Stored data entries
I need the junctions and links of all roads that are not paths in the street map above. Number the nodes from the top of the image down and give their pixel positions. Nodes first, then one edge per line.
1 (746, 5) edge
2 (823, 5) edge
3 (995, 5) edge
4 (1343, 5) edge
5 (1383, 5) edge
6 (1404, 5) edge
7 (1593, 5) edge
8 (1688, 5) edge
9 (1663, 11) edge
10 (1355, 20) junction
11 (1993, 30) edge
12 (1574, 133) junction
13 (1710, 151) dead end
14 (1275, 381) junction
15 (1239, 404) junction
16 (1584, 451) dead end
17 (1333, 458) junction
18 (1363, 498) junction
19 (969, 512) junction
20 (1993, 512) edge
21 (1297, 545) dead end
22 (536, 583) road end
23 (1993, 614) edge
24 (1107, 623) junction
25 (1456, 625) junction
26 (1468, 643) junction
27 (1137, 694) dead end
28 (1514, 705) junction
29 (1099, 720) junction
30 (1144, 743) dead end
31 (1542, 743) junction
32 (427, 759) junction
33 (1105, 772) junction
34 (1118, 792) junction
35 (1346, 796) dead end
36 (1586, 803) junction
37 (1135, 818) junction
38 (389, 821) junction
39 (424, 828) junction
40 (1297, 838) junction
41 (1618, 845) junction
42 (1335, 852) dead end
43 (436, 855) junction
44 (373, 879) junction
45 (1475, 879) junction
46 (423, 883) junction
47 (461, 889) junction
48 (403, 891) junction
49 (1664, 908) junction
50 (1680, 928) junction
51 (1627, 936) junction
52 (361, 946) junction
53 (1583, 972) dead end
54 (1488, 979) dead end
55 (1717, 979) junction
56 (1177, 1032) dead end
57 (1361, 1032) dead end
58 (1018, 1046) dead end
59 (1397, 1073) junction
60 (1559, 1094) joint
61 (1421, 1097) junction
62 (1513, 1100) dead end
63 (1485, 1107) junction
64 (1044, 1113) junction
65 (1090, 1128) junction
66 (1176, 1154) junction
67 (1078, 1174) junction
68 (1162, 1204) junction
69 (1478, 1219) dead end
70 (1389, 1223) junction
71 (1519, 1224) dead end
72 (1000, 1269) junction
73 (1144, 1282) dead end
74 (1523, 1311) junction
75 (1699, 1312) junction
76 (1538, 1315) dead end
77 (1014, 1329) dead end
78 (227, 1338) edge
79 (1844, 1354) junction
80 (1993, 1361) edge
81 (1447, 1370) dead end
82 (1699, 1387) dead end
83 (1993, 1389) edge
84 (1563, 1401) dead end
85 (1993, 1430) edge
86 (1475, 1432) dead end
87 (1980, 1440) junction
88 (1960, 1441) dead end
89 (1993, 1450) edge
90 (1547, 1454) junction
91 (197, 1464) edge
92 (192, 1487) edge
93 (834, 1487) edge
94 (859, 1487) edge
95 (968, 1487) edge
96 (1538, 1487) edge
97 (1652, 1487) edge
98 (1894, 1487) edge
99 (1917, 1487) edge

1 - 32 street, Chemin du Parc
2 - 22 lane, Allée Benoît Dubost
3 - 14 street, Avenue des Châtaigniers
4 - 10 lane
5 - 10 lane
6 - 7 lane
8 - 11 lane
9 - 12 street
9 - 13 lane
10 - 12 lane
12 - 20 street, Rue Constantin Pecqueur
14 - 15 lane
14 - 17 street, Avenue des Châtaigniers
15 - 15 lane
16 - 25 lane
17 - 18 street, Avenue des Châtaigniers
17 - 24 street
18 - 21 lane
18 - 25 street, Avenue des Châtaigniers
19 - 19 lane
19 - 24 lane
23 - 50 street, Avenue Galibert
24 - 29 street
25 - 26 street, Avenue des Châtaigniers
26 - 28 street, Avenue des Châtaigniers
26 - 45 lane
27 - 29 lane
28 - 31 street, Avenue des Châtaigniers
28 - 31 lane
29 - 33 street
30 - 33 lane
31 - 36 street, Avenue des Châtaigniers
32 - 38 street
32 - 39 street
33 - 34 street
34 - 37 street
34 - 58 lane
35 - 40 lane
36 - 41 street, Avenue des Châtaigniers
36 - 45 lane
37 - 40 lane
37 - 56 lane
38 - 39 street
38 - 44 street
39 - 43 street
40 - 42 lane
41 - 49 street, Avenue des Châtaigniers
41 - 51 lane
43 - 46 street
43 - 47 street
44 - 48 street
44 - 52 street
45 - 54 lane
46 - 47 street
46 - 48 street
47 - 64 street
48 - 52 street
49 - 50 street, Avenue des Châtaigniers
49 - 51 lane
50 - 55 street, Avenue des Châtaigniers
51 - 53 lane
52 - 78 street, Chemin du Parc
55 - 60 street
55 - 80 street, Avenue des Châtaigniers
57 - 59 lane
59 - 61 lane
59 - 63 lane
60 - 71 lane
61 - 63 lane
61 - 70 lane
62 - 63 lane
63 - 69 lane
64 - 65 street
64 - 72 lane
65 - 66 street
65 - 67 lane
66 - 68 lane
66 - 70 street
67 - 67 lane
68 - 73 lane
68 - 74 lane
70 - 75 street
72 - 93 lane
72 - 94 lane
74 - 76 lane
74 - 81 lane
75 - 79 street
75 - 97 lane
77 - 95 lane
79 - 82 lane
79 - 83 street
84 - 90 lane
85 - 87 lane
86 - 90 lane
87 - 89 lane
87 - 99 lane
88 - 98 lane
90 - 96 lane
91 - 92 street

• [Problem to solve]:
If the word "Chemin" appears in a line above, copy that line.

• [Task answer]:
1 - 32 street, Chemin du Parc
52 - 78 street, Chemin du Parc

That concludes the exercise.